Antioxidants refer to certain compounds synthesised by the human body and found in foods, which help to defend body cells from damage caused by free radicals. Antioxidants are so important in that they help to fight off these free radicals and prevent their accumulation and the subsequent oxidative stress their accumulation can cause.
Chronic oxidative stress is one of the leading causes of many ailments including the more serious ones such as heart disease, type 2 diabetes, cancer, and high blood pressure. Fortunately, these aforementioned effects of oxidative stress can be cancelled by eating foods rich in antioxidants as such foods can increase your blood antioxidant levels.
This, in turn, helps to fight oxidative stress, thus significantly reducing the risk of developing the diseases. So what are some of the dietary options you can derive antioxidants from? Such foods abound but a few of them, according to Ryan Raman of Healthline, include the following:
1. Dark chocolate
Dark chocolate is considered a nutritious dietary option thanks to its richer content of cocoa, minerals, and antioxidants than regular chocolate. According to scientists, dark chocolate has up to 15 mmol of antioxidants per 3.5 ounces, with this antioxidant volume responsible for some of dark chocolate’s impressive health benefits.
These benefits include reduced inflammation and reduced risk of heart disease by the reduction of both the systolic and diastolic blood pressure. A high intake of chocolate is also linked to a reduced risk of heart disease by raising blood antioxidant levels, raising levels of “good” HDL cholesterol and preventing “bad” LDL cholesterol from becoming oxidized.
2. Blueberries
The berries family which includes blueberries, strawberries, and raspberries are incredibly healthy due to their impressive nutrient profile and health benefits as a result of their rich antioxidant content. Blueberries are especially rich in antioxidant content and can have up to 9.2 mmol of antioxidants per 3.5 ounces (100 grams).

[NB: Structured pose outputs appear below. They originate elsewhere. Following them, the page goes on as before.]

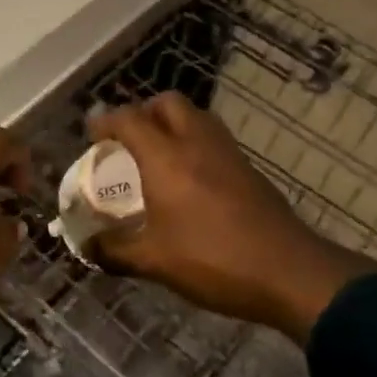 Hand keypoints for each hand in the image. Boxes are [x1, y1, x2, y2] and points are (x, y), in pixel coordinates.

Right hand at [87, 93, 376, 341]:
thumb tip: (87, 248)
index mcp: (166, 158)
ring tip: (157, 156)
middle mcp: (196, 143)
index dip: (105, 121)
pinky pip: (213, 139)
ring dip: (171, 125)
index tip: (91, 134)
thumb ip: (114, 251)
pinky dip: (194, 143)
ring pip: (195, 117)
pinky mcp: (249, 168)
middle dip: (143, 112)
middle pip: (167, 103)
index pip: (128, 120)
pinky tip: (189, 179)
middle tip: (128, 140)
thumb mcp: (154, 262)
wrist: (289, 272)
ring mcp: (228, 152)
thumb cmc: (212, 260) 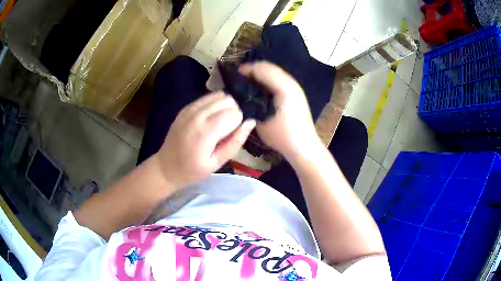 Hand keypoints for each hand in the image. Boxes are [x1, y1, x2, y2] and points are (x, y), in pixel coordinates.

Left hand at [155, 92, 255, 188]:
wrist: (166, 167)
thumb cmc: (192, 170)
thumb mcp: (217, 163)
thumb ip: (235, 142)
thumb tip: (251, 122)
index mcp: (205, 132)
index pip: (235, 113)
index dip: (239, 123)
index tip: (233, 134)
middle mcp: (197, 115)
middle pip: (228, 100)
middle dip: (234, 112)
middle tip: (228, 129)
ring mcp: (190, 108)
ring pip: (220, 95)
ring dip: (225, 106)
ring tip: (220, 122)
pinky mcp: (186, 107)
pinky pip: (208, 96)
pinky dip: (215, 103)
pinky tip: (211, 118)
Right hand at [239, 62, 320, 159]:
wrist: (303, 146)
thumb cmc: (282, 136)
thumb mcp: (261, 120)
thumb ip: (250, 104)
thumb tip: (240, 94)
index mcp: (283, 87)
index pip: (262, 69)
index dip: (246, 69)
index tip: (233, 76)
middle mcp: (291, 82)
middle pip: (269, 67)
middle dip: (253, 70)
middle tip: (238, 78)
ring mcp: (295, 87)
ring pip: (274, 72)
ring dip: (260, 74)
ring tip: (246, 83)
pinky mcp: (295, 93)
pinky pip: (278, 79)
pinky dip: (267, 80)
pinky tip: (259, 90) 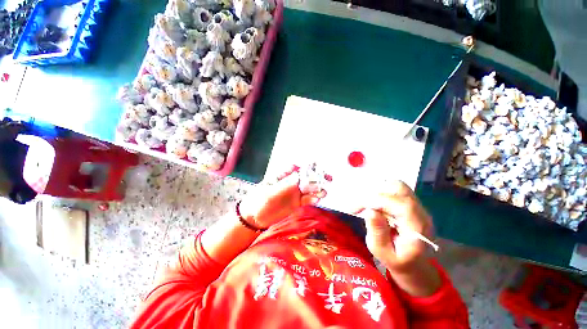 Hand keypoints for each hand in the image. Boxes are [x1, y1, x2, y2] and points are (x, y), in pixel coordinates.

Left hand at [239, 166, 324, 228]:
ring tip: (323, 192)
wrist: (254, 218)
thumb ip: (285, 185)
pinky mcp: (296, 203)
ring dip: (317, 189)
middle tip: (327, 179)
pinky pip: (307, 200)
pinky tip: (317, 200)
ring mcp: (294, 193)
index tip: (316, 170)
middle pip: (306, 178)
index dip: (307, 168)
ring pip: (308, 189)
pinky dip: (313, 199)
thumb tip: (299, 175)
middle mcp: (290, 183)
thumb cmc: (258, 201)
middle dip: (317, 178)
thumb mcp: (270, 192)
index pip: (297, 169)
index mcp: (282, 176)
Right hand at [355, 180, 432, 271]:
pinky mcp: (410, 203)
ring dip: (377, 192)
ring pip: (396, 186)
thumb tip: (370, 211)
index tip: (358, 207)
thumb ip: (377, 232)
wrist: (414, 265)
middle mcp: (421, 212)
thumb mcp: (382, 253)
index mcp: (418, 228)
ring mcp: (417, 206)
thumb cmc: (397, 261)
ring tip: (367, 204)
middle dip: (376, 194)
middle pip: (400, 189)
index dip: (378, 201)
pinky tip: (374, 204)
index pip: (401, 204)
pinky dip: (381, 193)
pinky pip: (394, 190)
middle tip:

Apart from containing the highest amount of antioxidants among the most consumed veggies and fruits, the intake of blueberries Is known to help delay age-induced decline in brain function. The antioxidants in blueberries also help reduce the risk factors for blood disease by lowering bad cholesterol levels and blood pressure.
3. Strawberries
Talk of some of the most popular berries all over the world and you’ll be talking about strawberries. They are not only sweet but are also considered versatile and healthy for obvious reasons; they are rich in essential nutrients including vitamin C and many antioxidant properties which grant them special health benefits.

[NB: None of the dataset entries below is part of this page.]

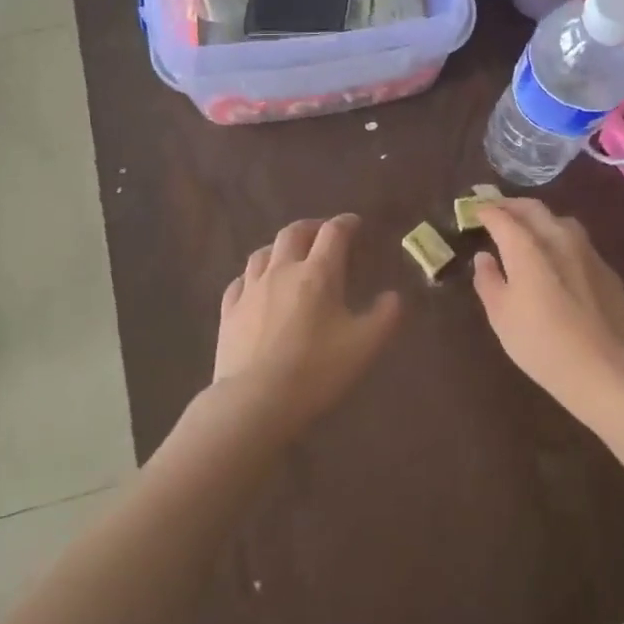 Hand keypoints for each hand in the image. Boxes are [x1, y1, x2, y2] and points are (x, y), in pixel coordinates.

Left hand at [213, 214, 400, 435]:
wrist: (256, 400)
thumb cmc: (316, 370)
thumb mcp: (365, 346)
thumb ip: (385, 316)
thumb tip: (394, 296)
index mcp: (318, 273)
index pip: (333, 233)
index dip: (346, 223)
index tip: (355, 224)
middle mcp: (282, 271)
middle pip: (293, 233)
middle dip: (311, 227)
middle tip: (323, 233)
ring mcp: (251, 289)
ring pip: (262, 252)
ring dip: (280, 247)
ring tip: (289, 255)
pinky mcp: (229, 310)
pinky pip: (240, 281)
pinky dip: (253, 276)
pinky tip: (256, 286)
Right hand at [472, 200, 623, 413]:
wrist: (603, 368)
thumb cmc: (540, 343)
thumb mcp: (500, 315)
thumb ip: (488, 280)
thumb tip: (484, 258)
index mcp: (527, 247)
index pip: (502, 217)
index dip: (486, 212)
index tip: (475, 212)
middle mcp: (559, 238)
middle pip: (534, 209)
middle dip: (512, 206)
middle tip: (498, 212)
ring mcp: (588, 252)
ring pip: (561, 221)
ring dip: (540, 220)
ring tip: (529, 231)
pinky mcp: (607, 270)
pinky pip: (580, 245)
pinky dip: (562, 243)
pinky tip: (559, 262) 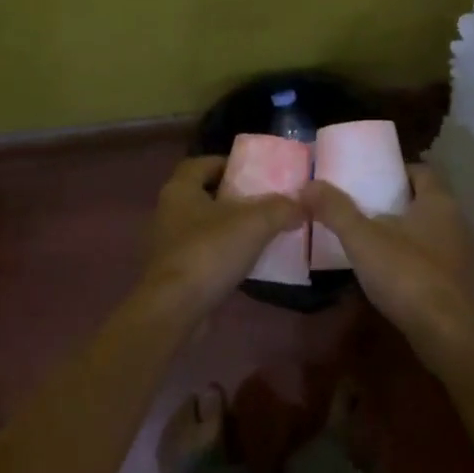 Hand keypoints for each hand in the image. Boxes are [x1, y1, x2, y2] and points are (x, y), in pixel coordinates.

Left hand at [136, 155, 301, 320]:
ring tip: (263, 230)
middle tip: (264, 200)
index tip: (253, 171)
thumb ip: (281, 208)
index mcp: (180, 190)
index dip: (226, 163)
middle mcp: (170, 212)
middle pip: (204, 194)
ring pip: (205, 225)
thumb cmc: (209, 253)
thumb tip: (304, 203)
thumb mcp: (254, 224)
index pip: (201, 164)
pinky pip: (205, 253)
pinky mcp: (176, 272)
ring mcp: (170, 244)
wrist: (175, 309)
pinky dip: (225, 253)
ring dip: (230, 226)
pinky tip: (249, 261)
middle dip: (233, 196)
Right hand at [304, 165, 473, 355]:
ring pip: (430, 230)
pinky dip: (413, 258)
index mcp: (439, 201)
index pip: (421, 170)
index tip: (369, 177)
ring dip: (405, 231)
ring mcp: (463, 253)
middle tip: (362, 207)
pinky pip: (434, 258)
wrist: (448, 334)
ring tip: (370, 239)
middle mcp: (457, 221)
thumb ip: (336, 210)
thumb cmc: (407, 275)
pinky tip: (390, 272)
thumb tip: (308, 184)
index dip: (396, 170)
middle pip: (425, 200)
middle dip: (396, 201)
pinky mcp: (460, 282)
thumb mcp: (362, 239) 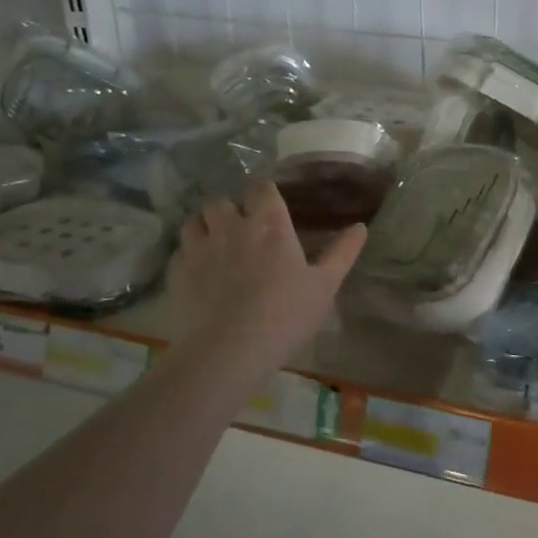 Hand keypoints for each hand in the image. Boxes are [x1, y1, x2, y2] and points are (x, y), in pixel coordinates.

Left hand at [167, 179, 365, 368]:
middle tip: (241, 227)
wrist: (229, 349)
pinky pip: (180, 251)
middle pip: (222, 200)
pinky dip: (189, 254)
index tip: (269, 206)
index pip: (261, 189)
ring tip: (215, 242)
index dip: (264, 194)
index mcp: (269, 224)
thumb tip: (361, 227)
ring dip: (205, 225)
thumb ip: (342, 253)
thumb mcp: (325, 285)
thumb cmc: (285, 314)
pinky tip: (199, 271)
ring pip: (194, 220)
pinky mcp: (177, 272)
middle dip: (230, 208)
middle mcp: (231, 226)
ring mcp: (199, 248)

Strawberries provide up to 5.4 mmol of antioxidants per 3.5 ounces (100 grams), with a type of antioxidant called anthocyanins, believed to be responsible for their characteristic red colour. This antioxidant also helps reduce the risk of heart disease by reducing levels of “bad” LDL cholesterol and raising “good” HDL cholesterol.
4. Raspberries
As stated above, berries are incredibly healthy and possess an unusual antioxidant content and raspberries fall under this category as they do not only have a high content of dietary fibre but also of vitamin C, manganese and antioxidants. According to Healthline, raspberries have up to 4 mmol of antioxidants per 3.5 ounces (100 grams).
The intake of raspberries is known to help significantly reduce the risk of cancer and heart disease. The antioxidant components of raspberries are known to help slow down and suppress the effects of a variety of cancers including stomach, colon and breast cancer cells. They can also help reduce inflammation and oxidative stress.
5. Kale
Kale is a cruciferous vegetable belonging to the Brassica oleracea species which also boasts of other important varieties like broccoli and cauliflower. Kale is easily one of the most nutritious green vegetables on the planet and its impressive nutrient profile includes a high content of vitamin A, vitamin K, vitamin C, as well as antioxidants.

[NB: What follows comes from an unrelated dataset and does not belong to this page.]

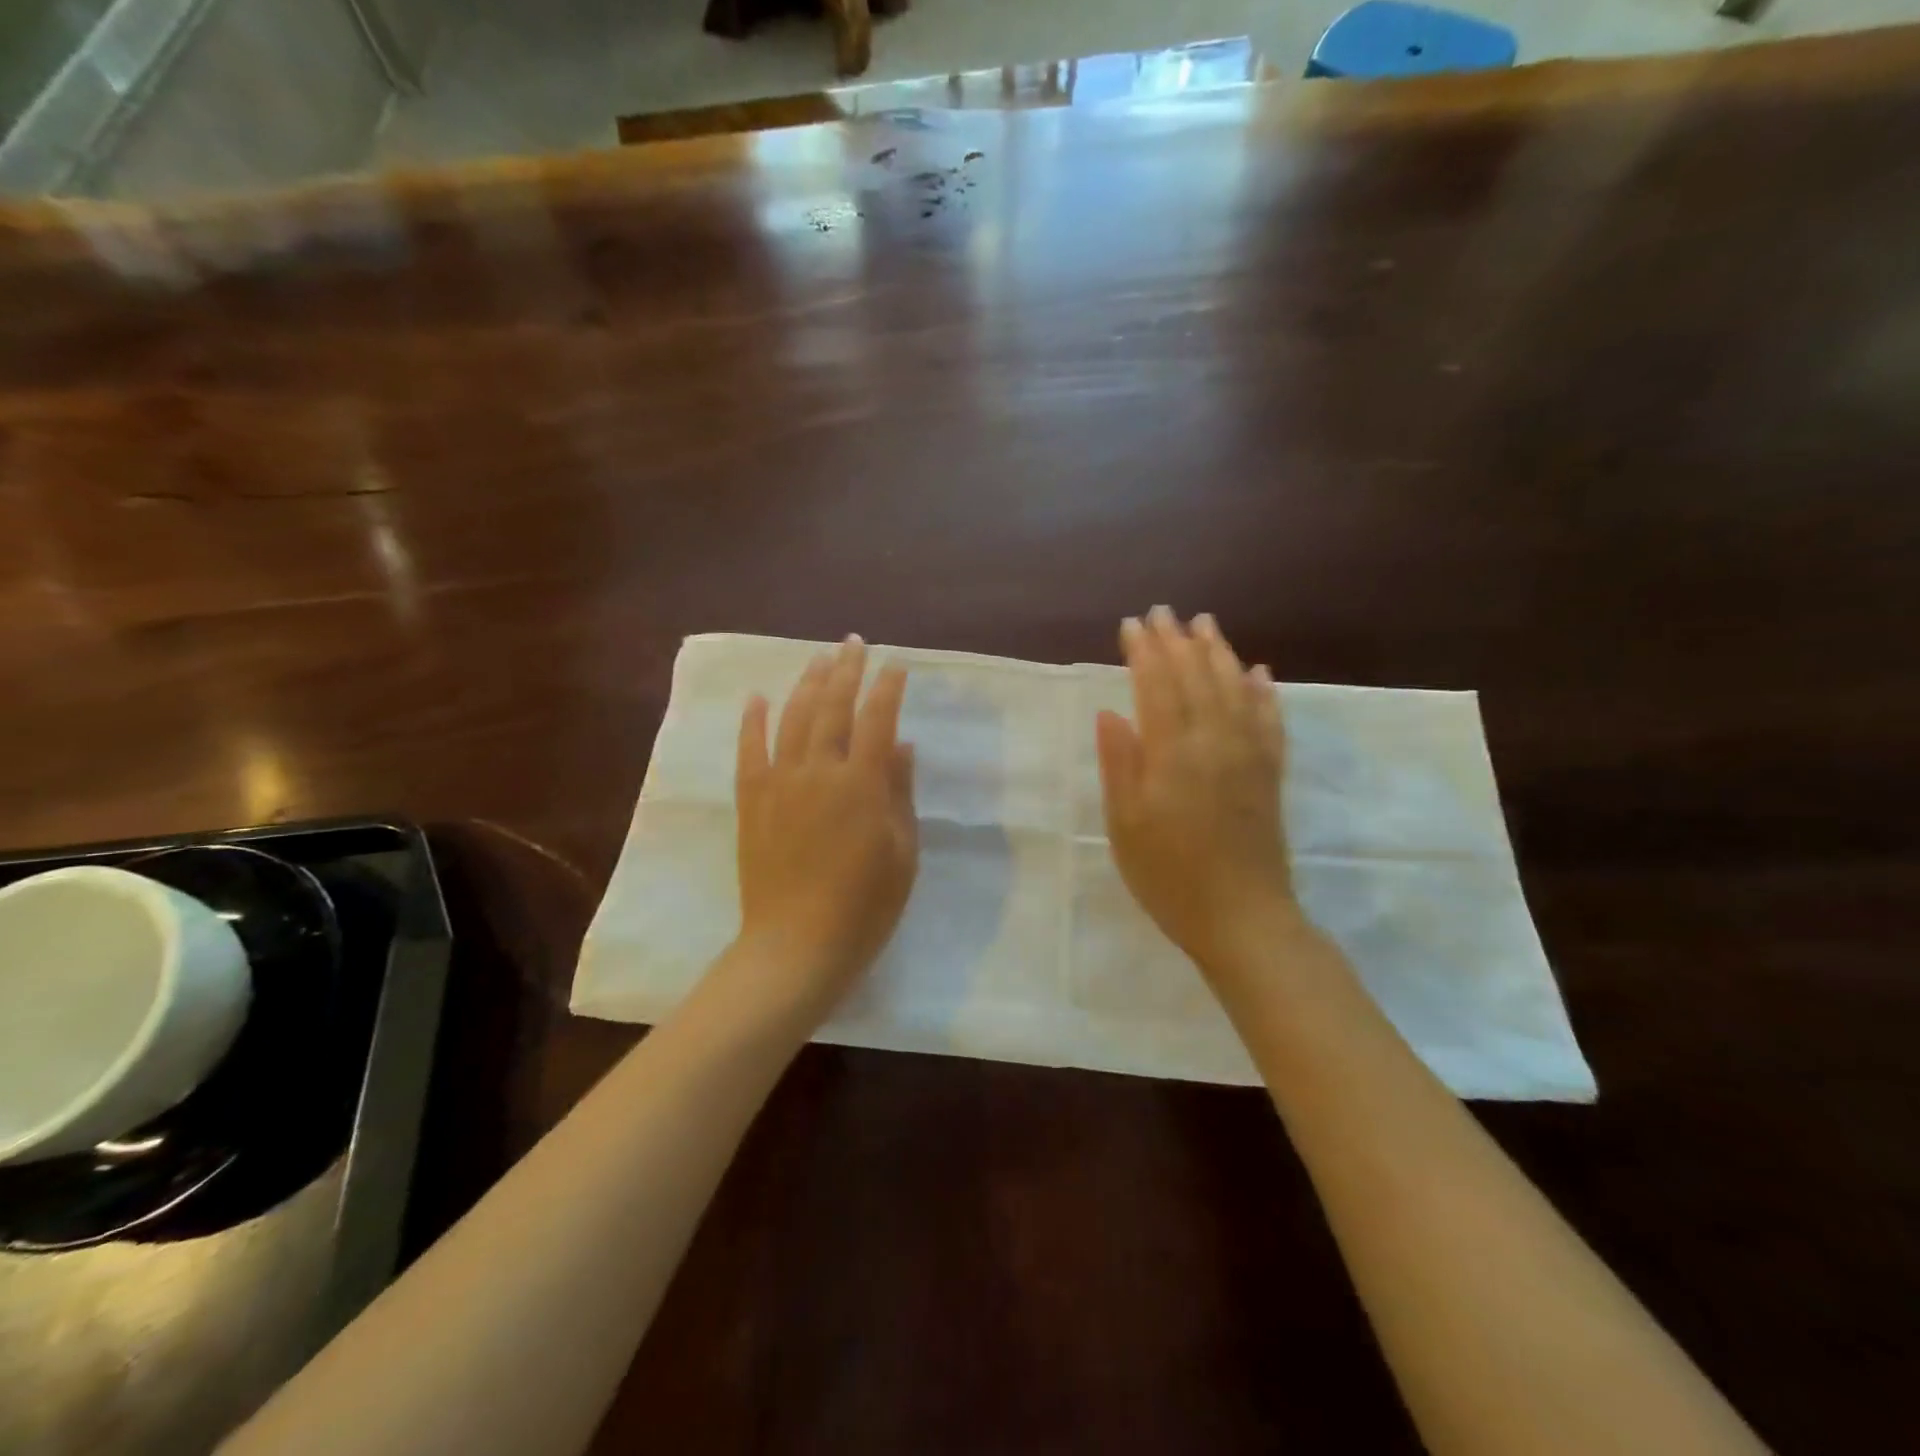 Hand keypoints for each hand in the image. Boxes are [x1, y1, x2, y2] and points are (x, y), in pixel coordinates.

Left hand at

According to Ryan Raman of Healthline, kale can provide up to 2.7 mmol of antioxidants per 3.5 ounces (100 grams), with some species thought to provide nearly double that value. Kale is also rich in calcium, a bone-friendly mineral that also helps to maintain certain cellular functions.
6. Beans
Beans are classified as legumes and are incredibly high in dietary fibre, an important nutrient credited with improved bowel movements. Beans are considered one of the best vegetable sources of antioxidants with some species containing up to 2 mmol of antioxidants per 3.5 ounces (100 grams).
Beans varieties such as pinto beans contain an antioxidant called kaempferol, which is linked to impressive health benefits including reduced chronic inflammation and suppressed growth of cancer in the breast, bladder, kidneys and lungs. Thus, an increased intake of beans can help your body in ways you haven’t imagined before.
7. Spinach
Spinach is a leafy, green vegetable and is thought of by nutritionists as one of the most nutritionally dense vegetables. It is rich in many essential nutrients such as vitamins, minerals and antioxidants, with lutein and zeaxanthin being two of its most prominent antioxidants. These two antioxidants help protect the eyes from damaging UV light and other harmful light wavelengths.